I don’t know where Conor Palmer thought of the idea for the Waterford stem in 2017, but I’m wondering if Jimmy Nichols and Tony Dempsey during the Late Republic didn’t get it from the 1906 catalog.  There were two of these catalogs at K&P during that time, one the company cut up for this reason or that, and another they preserved and used in photos like this one of Tony from a 1980 Smokeshop article:

from a 1980 Smokeshop story

 

Before & After bends

I surprised myself with the bending, as I sometimes do when something actually turns out right.  Pleased with the stem bending, my next stop was deoxidation.

 

Stem Deoxidation and Restoration

Over the years I’ve come to realize that restoring a stem is always going to be a slow process if it is to be a successful one.  At this point in my pilgrimage, I use LeBelleEpoque’s “Before & After” deoxidation goo ($40 for a 12 oz bottle, which will take me through about a year’s worth of pipes at my slow rate).

Deoxidized, yet notice the scaling from the treatment

You know you’ve deoxidized the stem if it’s a dark gun metal. With the Before & After, you’ve got to towel the stem down as part of the process, rubbing off the oxidation.  Even with good t-shirt toweling, you’re going to get scratches if the stem was heavily oxidized, as this one was.  This means you’ve got to follow up with hand-sanding using Micro Mesh pads.

(Sometimes I work on a stem that’s seems like it will be easy–just some light brown haze across the front of the stem where it’s been exposed to light—any light, I’ve decided: moonlight, starlight, fog light, doesn’t matter. If I don’t go ahead and Micromesh the button, even though it doesn’t look like it’s going to need it, about 7 times out of 10 the button will turn brown after a single smoke.  So I just go ahead and Micromesh the button and often the entire stem even in cases of mild oxidation.)

I ran into my first bump here: after sanding with 1500 Micromesh, I could still see a lot of brown in the sanded grooves. And this is the problem with Micromesh pads and severely oxidated stems.

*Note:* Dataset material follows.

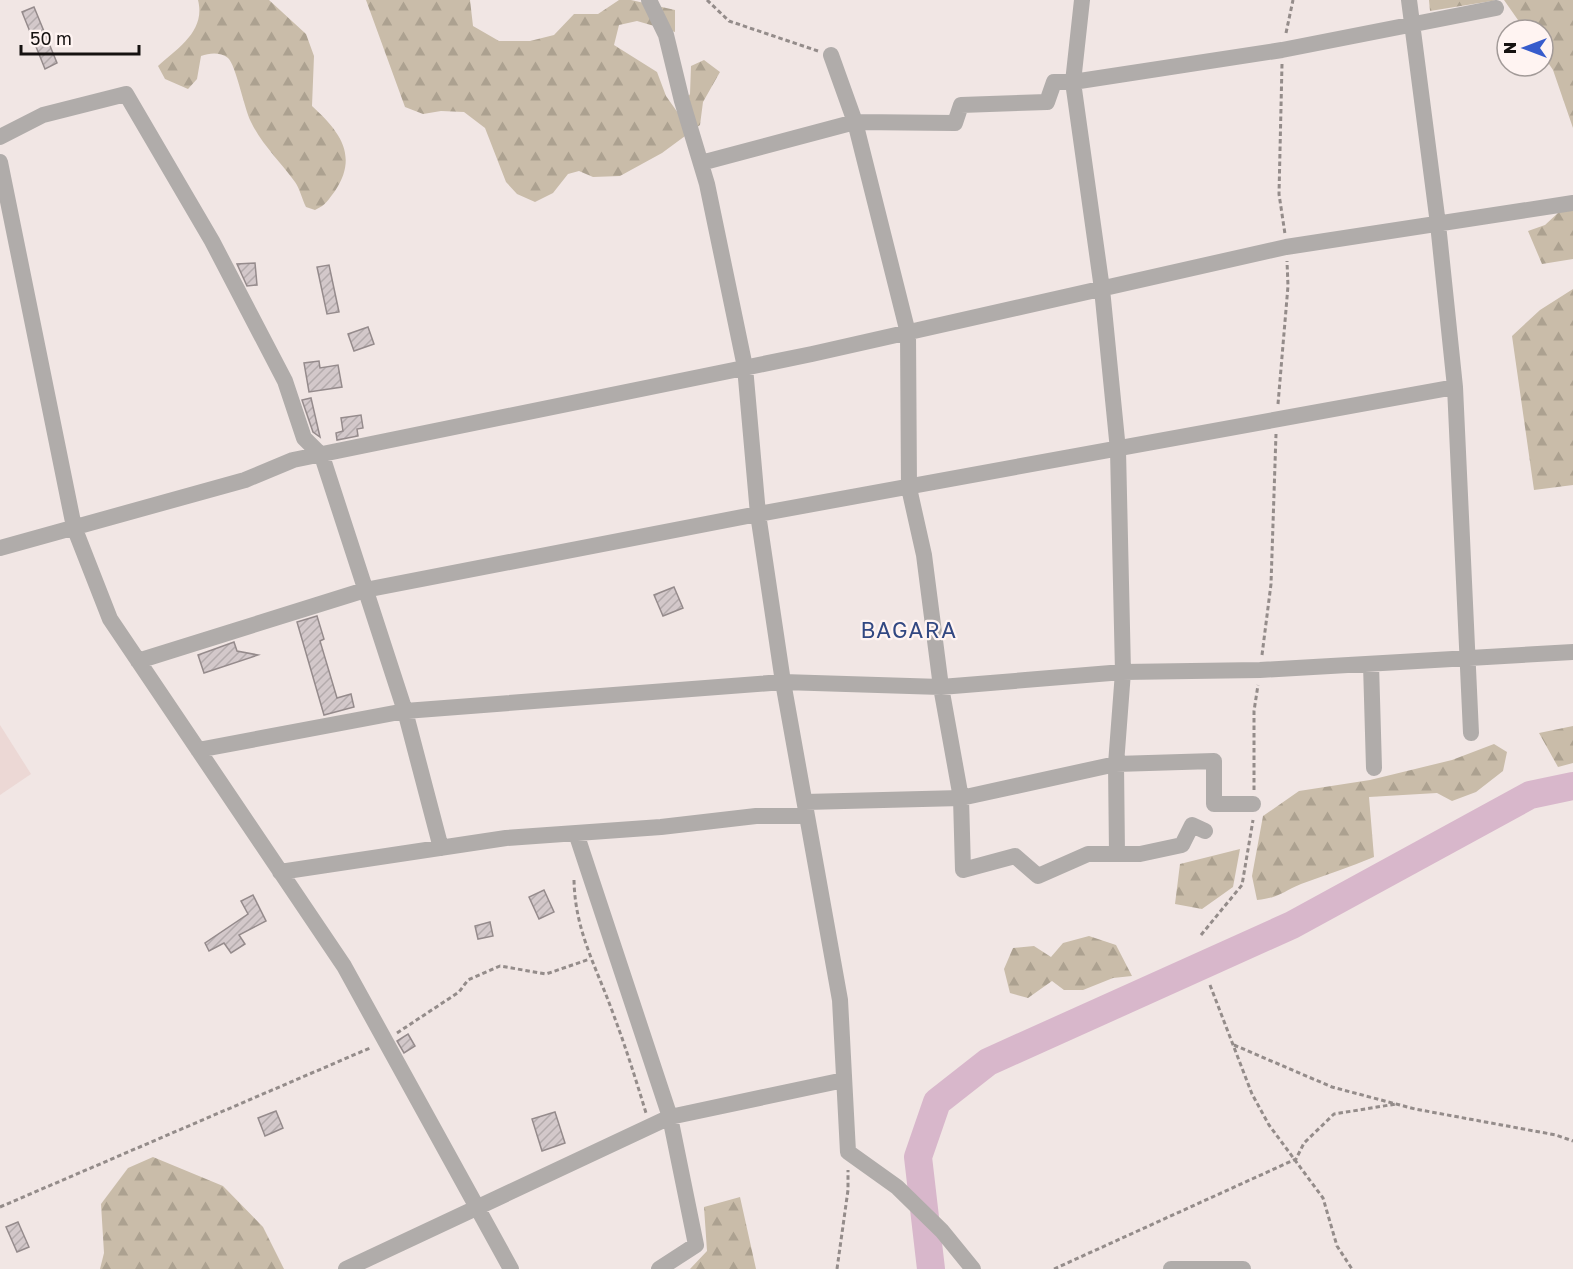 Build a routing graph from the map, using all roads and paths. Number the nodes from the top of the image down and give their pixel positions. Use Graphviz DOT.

Even when I dip the stem in “Before & After” or Briarville’s less potent but un-gooey solution, if after sanding the stem horizontally and vertically with 1500 grit I can see brown streaks—not gunmetal—then when I finish up with 12K, white compound and carnauba, I’m going to see brown.

So—and this is my least favorite of the steps in restoration—I go back and use a much coarser grit. I started over with 400, sanding then with 500 until the brown was gone.  This means a more intense sanding process, since the micro-grooves created by coarse grit sandpaper are much more difficult to remove. To offset this a bit (whether it honestly works I can’t say) I go around the shaft of the stem from bottom to top, spiraling up as it were, bit by bit.  Then I sand parallel with the shaft, being careful in both cases to pay attention to that tiny perpendicular crevice between the P-Lip’s upper shelf and the button, a place notorious for leaving a brown streak.

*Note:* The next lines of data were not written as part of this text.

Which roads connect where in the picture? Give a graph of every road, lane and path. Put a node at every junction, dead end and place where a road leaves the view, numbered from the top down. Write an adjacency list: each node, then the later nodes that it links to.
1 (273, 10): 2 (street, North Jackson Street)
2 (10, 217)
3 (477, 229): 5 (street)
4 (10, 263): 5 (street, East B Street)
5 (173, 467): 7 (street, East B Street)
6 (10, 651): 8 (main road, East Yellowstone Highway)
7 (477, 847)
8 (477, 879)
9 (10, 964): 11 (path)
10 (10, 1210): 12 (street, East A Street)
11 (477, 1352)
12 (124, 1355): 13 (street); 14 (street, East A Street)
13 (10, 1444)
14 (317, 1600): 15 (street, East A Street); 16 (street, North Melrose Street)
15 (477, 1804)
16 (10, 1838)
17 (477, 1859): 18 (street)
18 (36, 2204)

You can see the s gunmetal of the stem after sanding in the “Pack of Pachyderms” photo a few paraagraphs above, but notice in following two photos the difference it makes between Micro Mesh to 12K (top photo) and buffing with tripoli, rouge and white compound bottom):

It does look great here, yet . . .

. . . THIS is what we strive for: obsidian gloss.

I seem to always forget to clean the smoke channel on the stem before doing the buffing, so I had to go back and do that, wetting it with a smooth pipe cleaner soaked in isopropyl, then scrubbing with bristle pipe cleaners.  Every pipe and stem are different, it seems, and this one only took about half a dozen cleaners before it was clean. So now, on to the chamber and mortise!

 

The Chamber and Mortise

Had this pipe been a System, I would have used a drill bit and hand-turned it into the reservoir to remove all the build up. Of course, a variable speed drill set on the screw setting would do just as well, if you’re comfortable with it.  Getting some bare wood down there just means you’ve got a clean start.  As it’s a Classic Range pipe, I merely used a tube brush, scrubbed the mortise and then followed up with a folded bristle pipe cleaner and then Q-Tip’s, all dipped in isopropyl.

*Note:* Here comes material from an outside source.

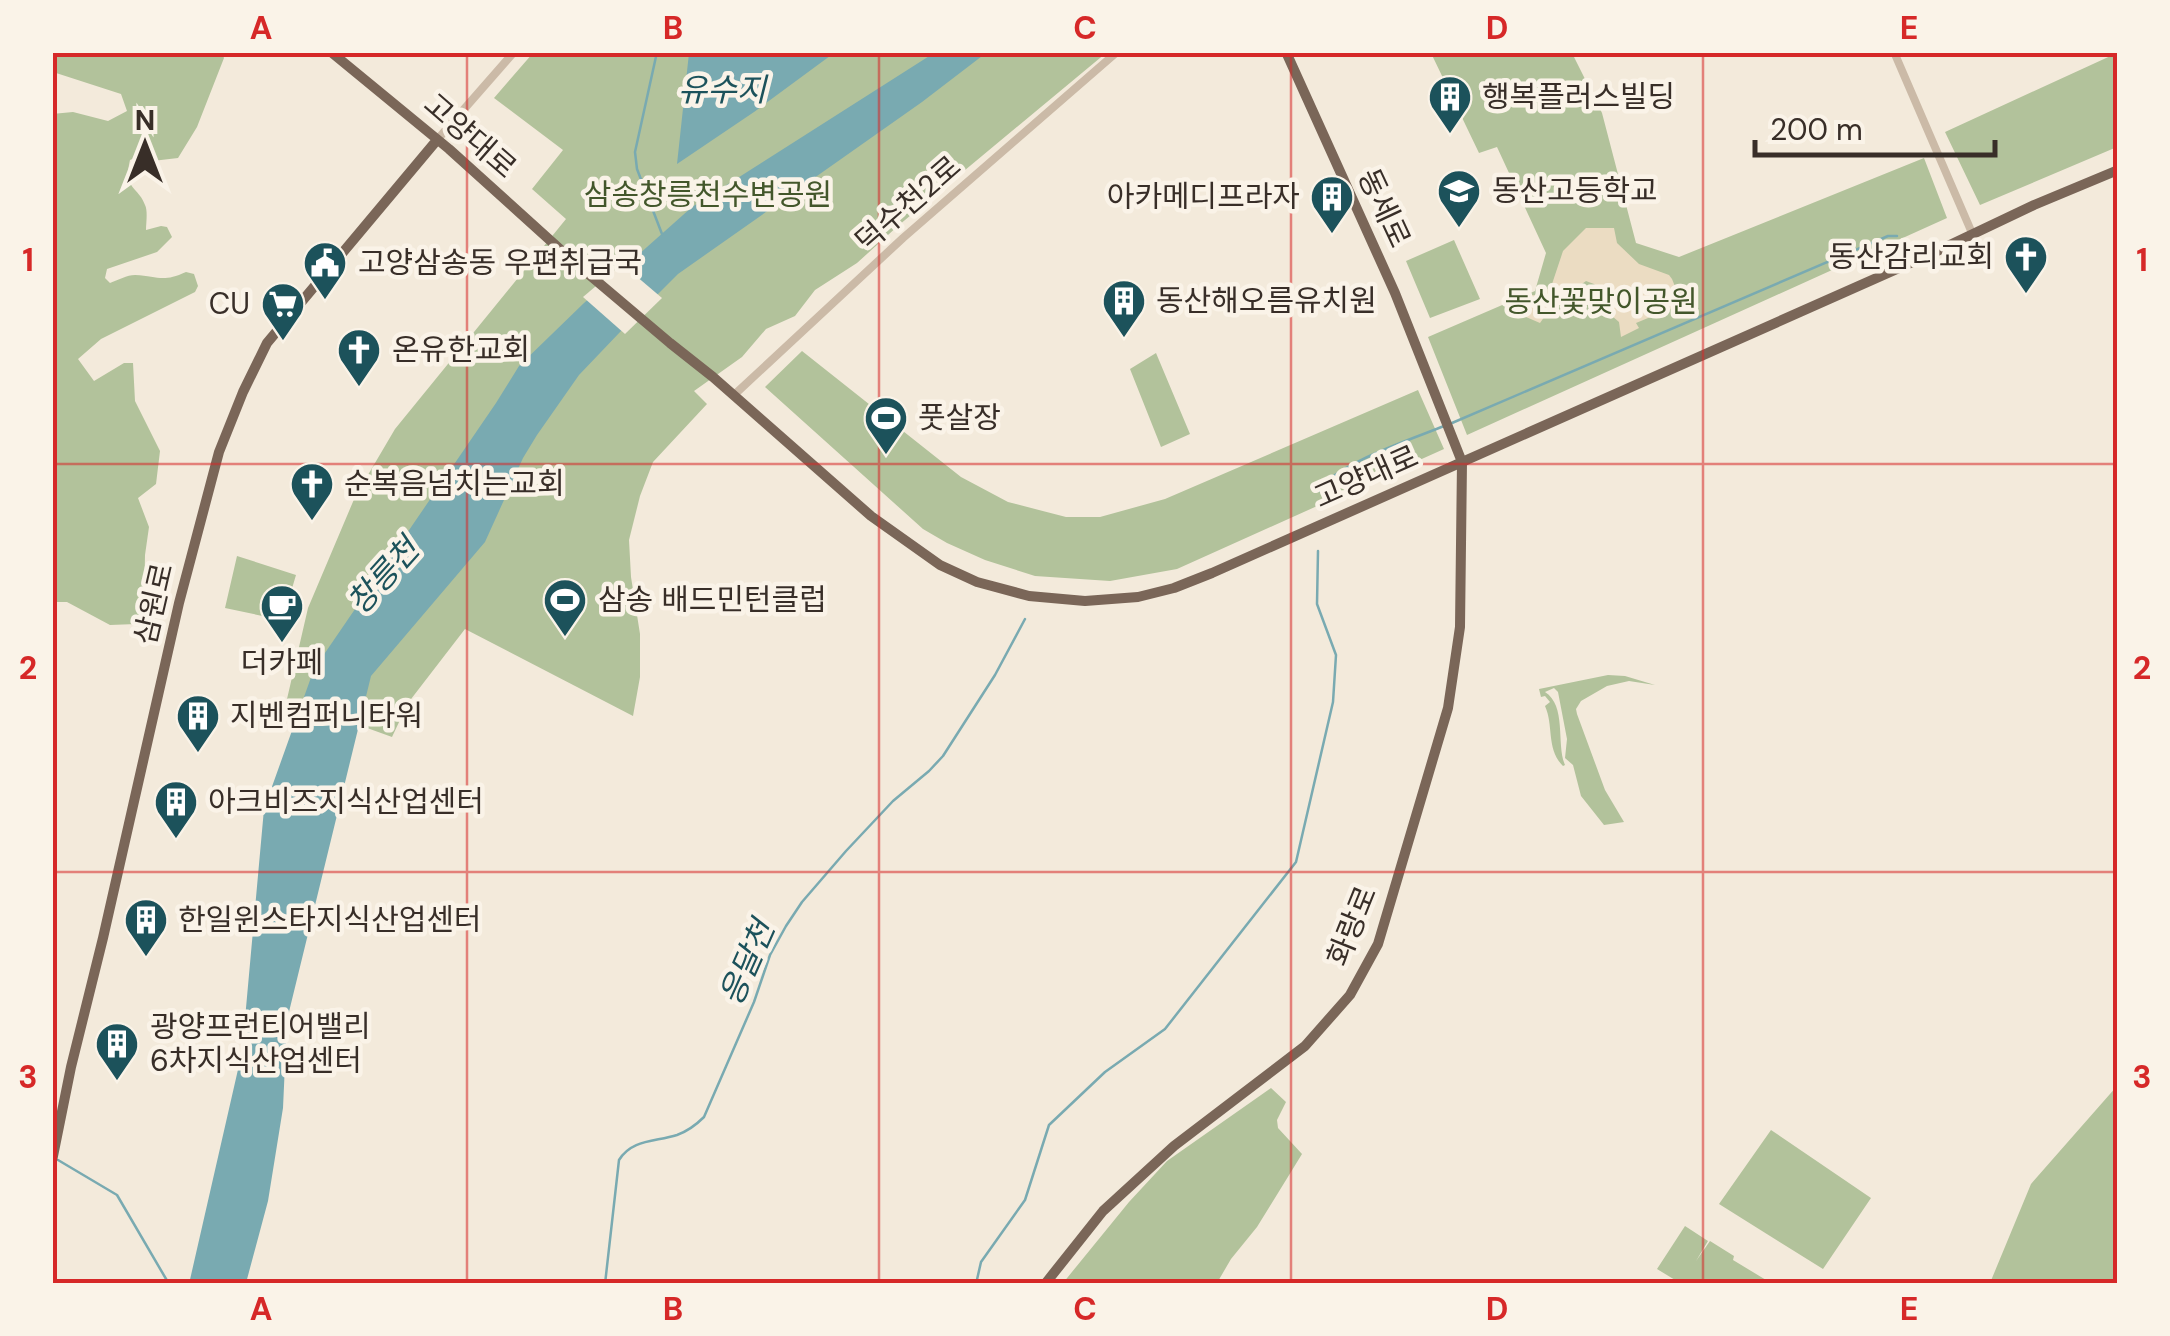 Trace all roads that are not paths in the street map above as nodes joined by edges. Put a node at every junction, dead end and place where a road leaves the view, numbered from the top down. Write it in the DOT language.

Reaming. As for the chamber, of course everyone has his own method.  Mine has changed considerably over the years. For heavy cake, I always go the first rounds with a Pip Net reamer. But if the chamber has only a light cake, as in the present case, I forego the Pip Net and simply use 120 grit sandpaper wrapped around a dowel, moving up and down around the chamber, then sideways.

In this case, most of the cake fell out easily. Looking closely, however, I saw a light ochre cake remaining, and applied a little more force.  The wood grain reveals itself in this method, and the chamber  is very lightly scored by the 120 grit. The light sandpaper scoring will help the precarb coat settle into the wood later on.

After reaming, I take the bowl, holding it upside down over the sink, and dab it out with water on my finger. Adam Davidson at SPC first recommended this to me, and it works to remove a lot of the ghosting as well as residual dust.

When the chamber has dried, I swab it out with isopropyl to remove even more of the vestigial ghosting.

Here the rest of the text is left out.